# TASK DETAILS:
Hand back the entries exactly as written, minus every picture.

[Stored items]
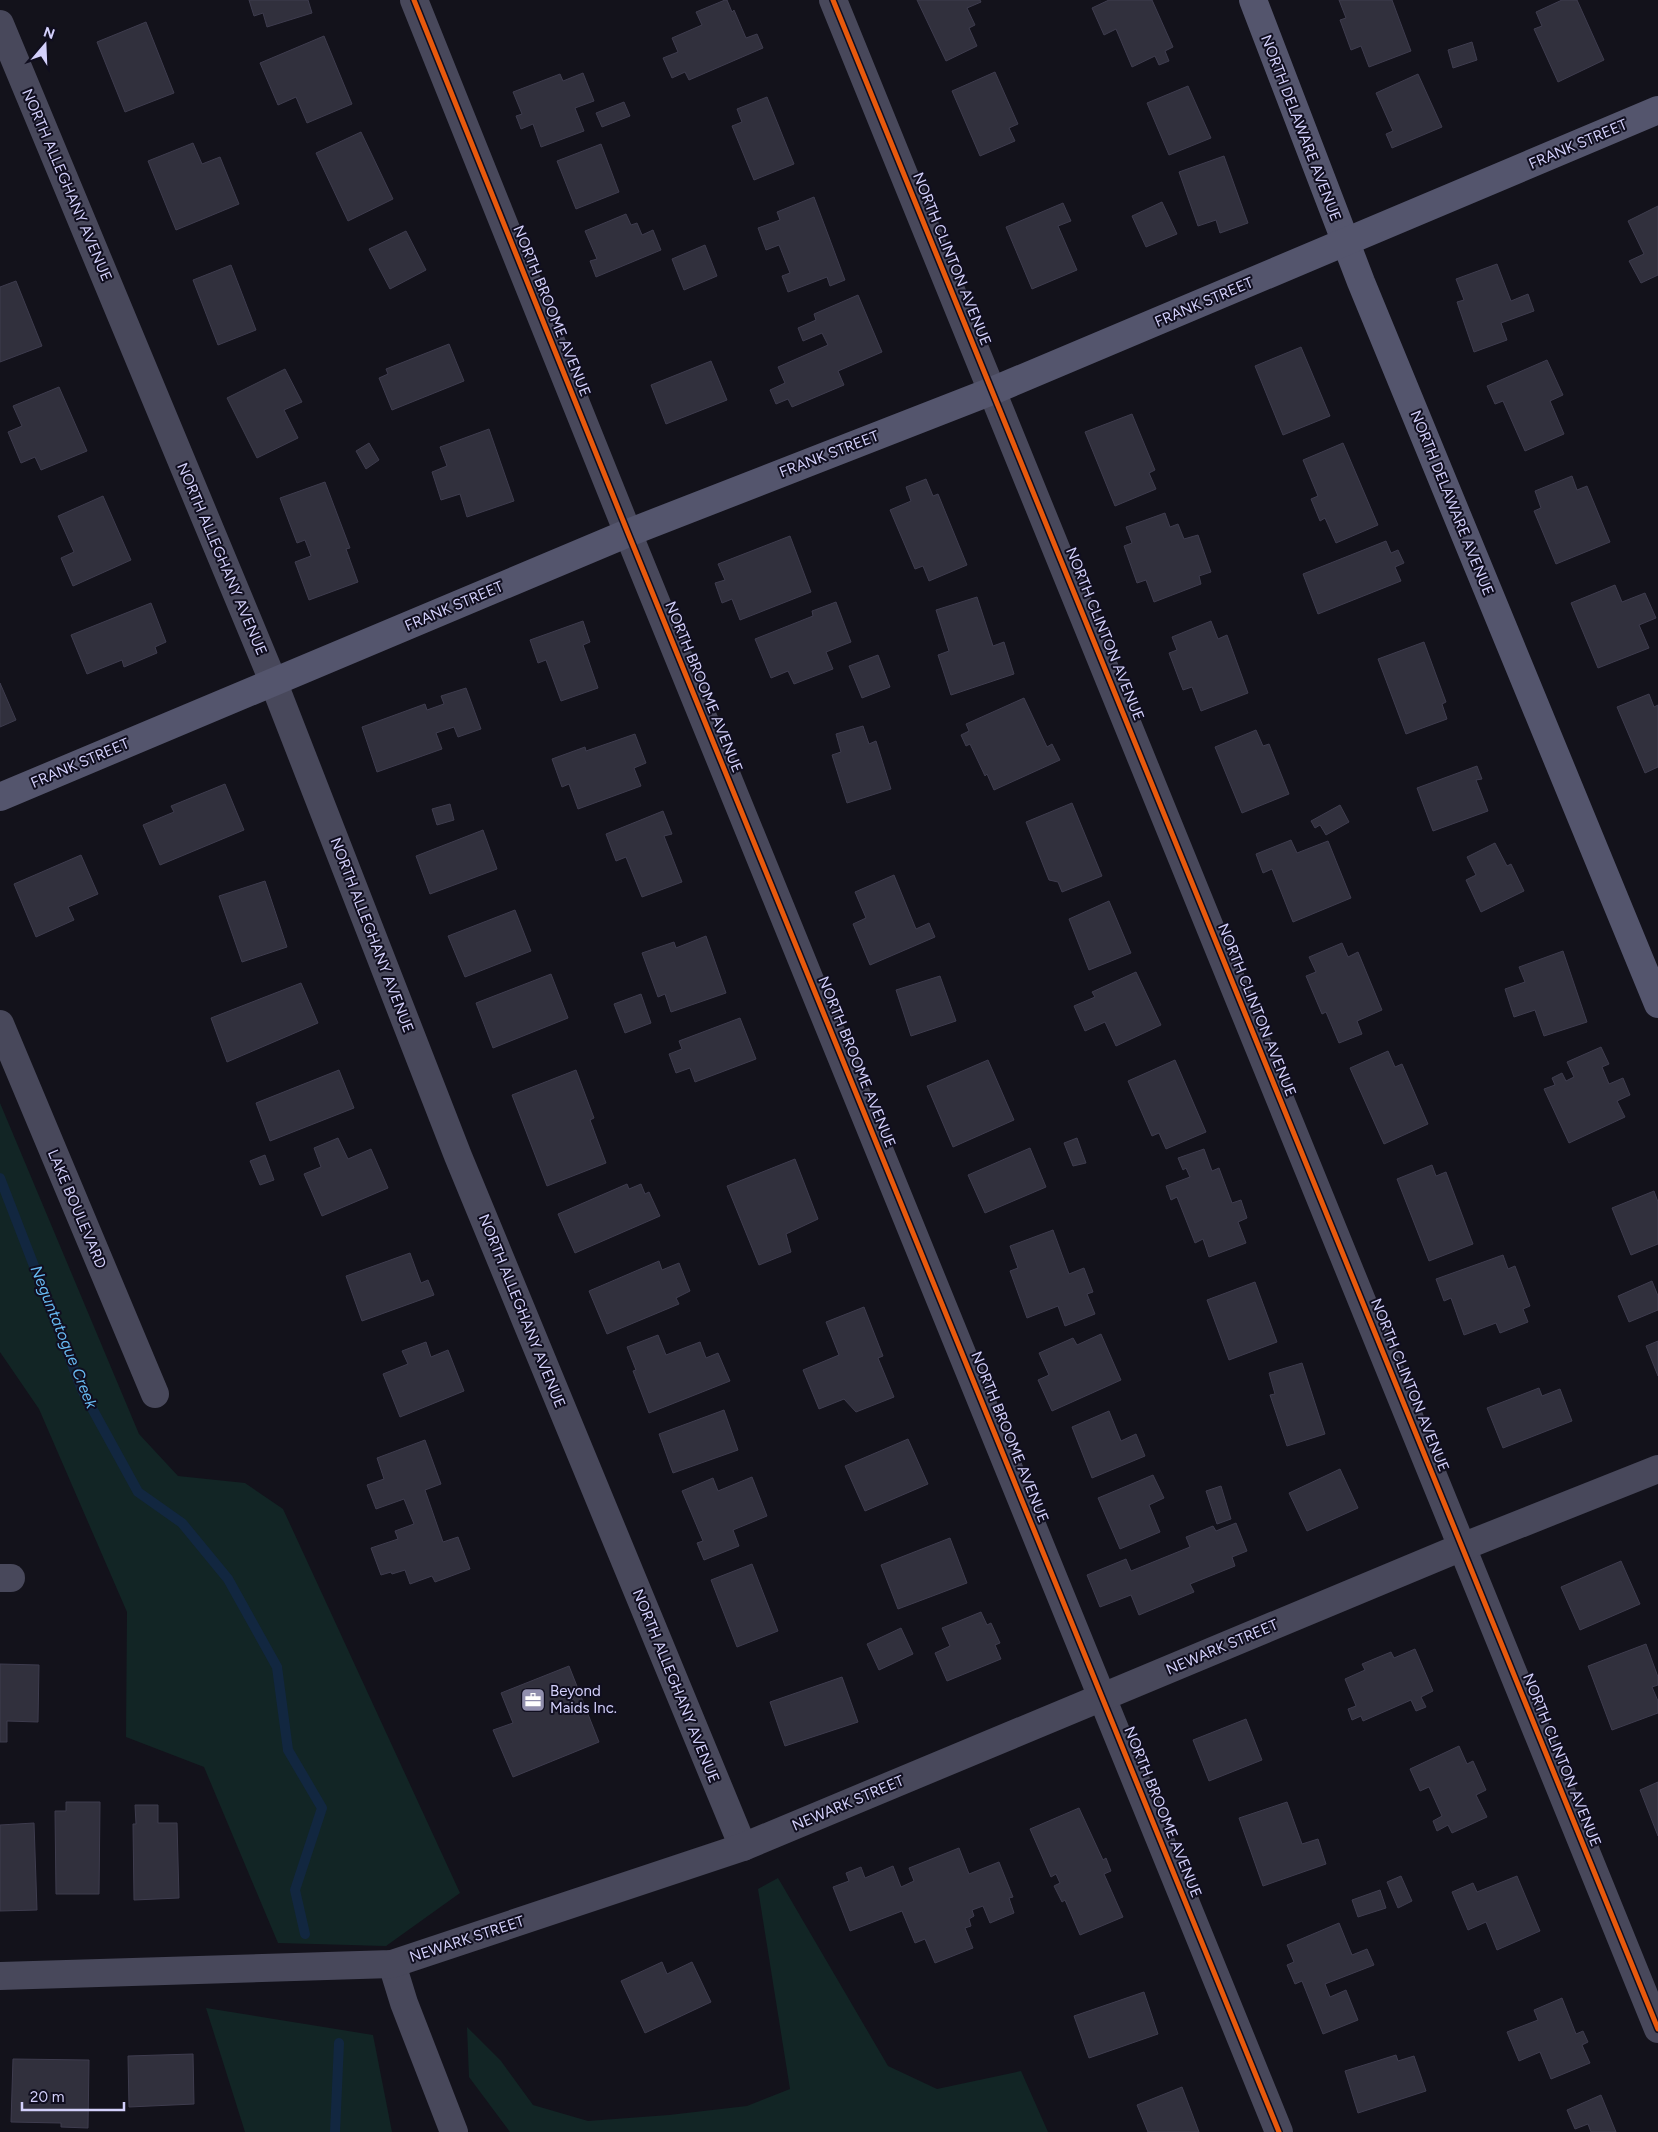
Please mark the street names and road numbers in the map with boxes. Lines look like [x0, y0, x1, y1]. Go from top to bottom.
street label: NORTH DELAWARE AVENUE [1257, 32, 1345, 224]
street label: NORTH ALLEGHANY AVENUE [18, 86, 116, 284]
street label: FRANK STREET [1526, 115, 1631, 173]
street label: NORTH CLINTON AVENUE [909, 170, 995, 348]
street label: NORTH BROOME AVENUE [509, 223, 595, 399]
street label: FRANK STREET [1152, 273, 1257, 331]
street label: NORTH DELAWARE AVENUE [1406, 408, 1498, 598]
street label: FRANK STREET [777, 427, 882, 481]
street label: NORTH ALLEGHANY AVENUE [173, 460, 271, 658]
street label: NORTH CLINTON AVENUE [1062, 545, 1148, 723]
street label: FRANK STREET [402, 577, 507, 635]
street label: NORTH BROOME AVENUE [661, 599, 747, 775]
street label: FRANK STREET [28, 734, 133, 792]
street label: NORTH ALLEGHANY AVENUE [326, 835, 418, 1035]
street label: NORTH CLINTON AVENUE [1214, 921, 1300, 1099]
street label: NORTH BROOME AVENUE [814, 974, 900, 1150]
street label: LAKE BOULEVARD [44, 1147, 110, 1271]
street label: NORTH ALLEGHANY AVENUE [475, 1211, 569, 1411]
street label: NORTH CLINTON AVENUE [1367, 1296, 1453, 1474]
street label: NORTH BROOME AVENUE [967, 1349, 1053, 1525]
street label: NORTH ALLEGHANY AVENUE [629, 1586, 723, 1786]
street label: NEWARK STREET [1163, 1615, 1281, 1679]
street label: NORTH CLINTON AVENUE [1519, 1671, 1605, 1849]
street label: NORTH BROOME AVENUE [1120, 1724, 1206, 1900]
street label: NEWARK STREET [789, 1771, 907, 1835]
street label: NEWARK STREET [407, 1912, 527, 1966]

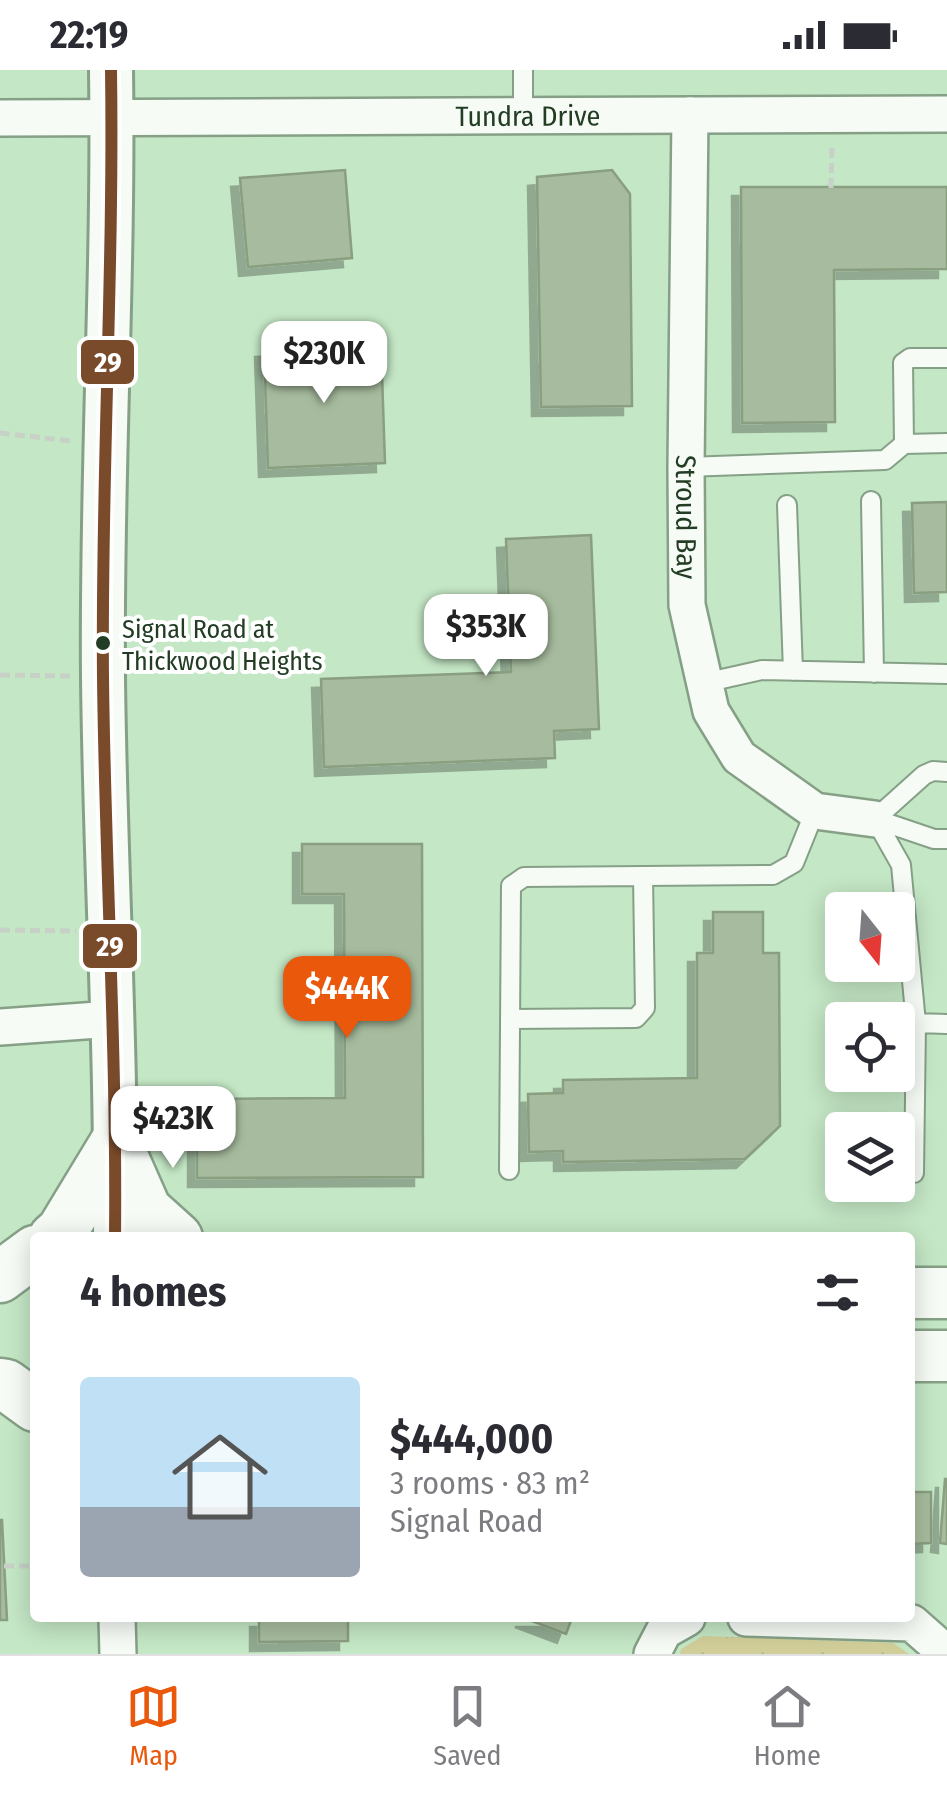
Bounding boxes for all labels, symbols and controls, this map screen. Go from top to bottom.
text: 22:19 [50,12,128,58]
street label: Tundra Drive [455,99,600,133]
pin: $230K [254,321,394,406]
text: $230K [283,334,365,372]
line badge: 29 [79,338,136,386]
text: 29 [93,346,122,379]
street label: Stroud Bay [669,455,703,580]
pin: $353K [416,594,556,679]
text: $353K [446,607,526,645]
place label: Signal Road at Thickwood Heights [122,614,323,677]
marker: Signal Road at Thickwood Heights [93,633,113,653]
north arrow [825,892,915,982]
map controls [825,892,915,1202]
line badge: 29 [81,922,139,970]
text: 29 [95,930,124,963]
pin: $444K [277,956,417,1041]
text: $444K [305,969,389,1007]
button: locate [825,1002,915,1092]
pin: $423K [103,1086,243,1171]
text: $423K [133,1099,213,1137]
button: layers [825,1112,915,1202]
icon: filters [810,1265,865,1320]
text: 4 homes [80,1267,227,1317]
text: $444,000 [390,1414,553,1464]
icon: home [160,1417,280,1537]
text: 3 rooms · 83 m² [390,1464,590,1502]
text: Signal Road [390,1502,544,1540]
tab: Map [126,1679,181,1772]
tab: Saved [433,1679,502,1772]
tab: Home [754,1679,821,1772]

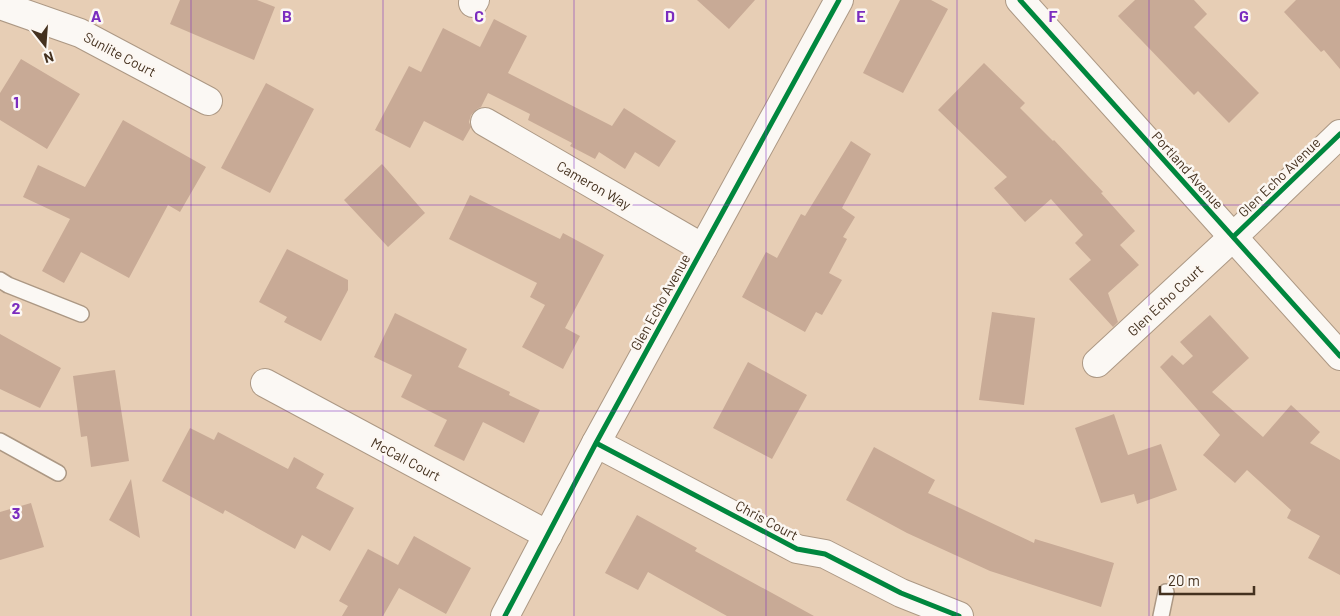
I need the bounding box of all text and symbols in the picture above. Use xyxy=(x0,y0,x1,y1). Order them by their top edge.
text: A xyxy=(91,6,102,25)
text: B xyxy=(282,6,292,25)
text: C xyxy=(474,6,484,25)
text: D xyxy=(665,6,675,25)
text: E xyxy=(856,6,866,25)
text: F xyxy=(1049,6,1058,25)
text: G xyxy=(1239,6,1249,25)
north arrow xyxy=(20,20,70,70)
street label: Sunlite Court xyxy=(81,28,159,80)
text: N xyxy=(42,48,56,67)
text: 1 xyxy=(13,92,19,111)
street label: Portland Avenue xyxy=(1149,128,1227,212)
street label: Glen Echo Avenue xyxy=(1234,133,1324,221)
street label: Cameron Way xyxy=(554,157,635,213)
street label: Glen Echo Avenue xyxy=(626,251,694,353)
street label: Glen Echo Court xyxy=(1124,261,1206,339)
text: 2 xyxy=(12,298,21,317)
street label: McCall Court xyxy=(368,434,444,484)
street label: Chris Court xyxy=(733,496,801,544)
text: 3 xyxy=(12,503,20,522)
scale bar xyxy=(1160,564,1254,596)
text: 20 m xyxy=(1168,571,1200,589)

# SOLUTION FOR THIS PROBLEM:
Please mark the street names and road numbers in the map with boxes. Lines look like [x0, y0, x1, y1]. Go from top to bottom.
street label: NORTH DELAWARE AVENUE [1257, 32, 1345, 224]
street label: NORTH ALLEGHANY AVENUE [18, 86, 116, 284]
street label: FRANK STREET [1526, 115, 1631, 173]
street label: NORTH CLINTON AVENUE [909, 170, 995, 348]
street label: NORTH BROOME AVENUE [509, 223, 595, 399]
street label: FRANK STREET [1152, 273, 1257, 331]
street label: NORTH DELAWARE AVENUE [1406, 408, 1498, 598]
street label: FRANK STREET [777, 427, 882, 481]
street label: NORTH ALLEGHANY AVENUE [173, 460, 271, 658]
street label: NORTH CLINTON AVENUE [1062, 545, 1148, 723]
street label: FRANK STREET [402, 577, 507, 635]
street label: NORTH BROOME AVENUE [661, 599, 747, 775]
street label: FRANK STREET [28, 734, 133, 792]
street label: NORTH ALLEGHANY AVENUE [326, 835, 418, 1035]
street label: NORTH CLINTON AVENUE [1214, 921, 1300, 1099]
street label: NORTH BROOME AVENUE [814, 974, 900, 1150]
street label: LAKE BOULEVARD [44, 1147, 110, 1271]
street label: NORTH ALLEGHANY AVENUE [475, 1211, 569, 1411]
street label: NORTH CLINTON AVENUE [1367, 1296, 1453, 1474]
street label: NORTH BROOME AVENUE [967, 1349, 1053, 1525]
street label: NORTH ALLEGHANY AVENUE [629, 1586, 723, 1786]
street label: NEWARK STREET [1163, 1615, 1281, 1679]
street label: NORTH CLINTON AVENUE [1519, 1671, 1605, 1849]
street label: NORTH BROOME AVENUE [1120, 1724, 1206, 1900]
street label: NEWARK STREET [789, 1771, 907, 1835]
street label: NEWARK STREET [407, 1912, 527, 1966]

Bounding boxes for all labels, symbols and controls, this map screen. Go from top to bottom.
text: 22:19 [50,12,128,58]
street label: Tundra Drive [455,99,600,133]
pin: $230K [254,321,394,406]
text: $230K [283,334,365,372]
line badge: 29 [79,338,136,386]
text: 29 [93,346,122,379]
street label: Stroud Bay [669,455,703,580]
pin: $353K [416,594,556,679]
text: $353K [446,607,526,645]
place label: Signal Road at Thickwood Heights [122,614,323,677]
marker: Signal Road at Thickwood Heights [93,633,113,653]
north arrow [825,892,915,982]
map controls [825,892,915,1202]
line badge: 29 [81,922,139,970]
text: 29 [95,930,124,963]
pin: $444K [277,956,417,1041]
text: $444K [305,969,389,1007]
button: locate [825,1002,915,1092]
pin: $423K [103,1086,243,1171]
text: $423K [133,1099,213,1137]
button: layers [825,1112,915,1202]
icon: filters [810,1265,865,1320]
text: 4 homes [80,1267,227,1317]
text: $444,000 [390,1414,553,1464]
icon: home [160,1417,280,1537]
text: 3 rooms · 83 m² [390,1464,590,1502]
text: Signal Road [390,1502,544,1540]
tab: Map [126,1679,181,1772]
tab: Saved [433,1679,502,1772]
tab: Home [754,1679,821,1772]

I need the bounding box of all text and symbols in the picture above. Use xyxy=(x0,y0,x1,y1). Order them by their top edge.
text: A xyxy=(91,6,102,25)
text: B xyxy=(282,6,292,25)
text: C xyxy=(474,6,484,25)
text: D xyxy=(665,6,675,25)
text: E xyxy=(856,6,866,25)
text: F xyxy=(1049,6,1058,25)
text: G xyxy=(1239,6,1249,25)
north arrow xyxy=(20,20,70,70)
street label: Sunlite Court xyxy=(81,28,159,80)
text: N xyxy=(42,48,56,67)
text: 1 xyxy=(13,92,19,111)
street label: Portland Avenue xyxy=(1149,128,1227,212)
street label: Glen Echo Avenue xyxy=(1234,133,1324,221)
street label: Cameron Way xyxy=(554,157,635,213)
street label: Glen Echo Avenue xyxy=(626,251,694,353)
street label: Glen Echo Court xyxy=(1124,261,1206,339)
text: 2 xyxy=(12,298,21,317)
street label: McCall Court xyxy=(368,434,444,484)
street label: Chris Court xyxy=(733,496,801,544)
text: 3 xyxy=(12,503,20,522)
scale bar xyxy=(1160,564,1254,596)
text: 20 m xyxy=(1168,571,1200,589)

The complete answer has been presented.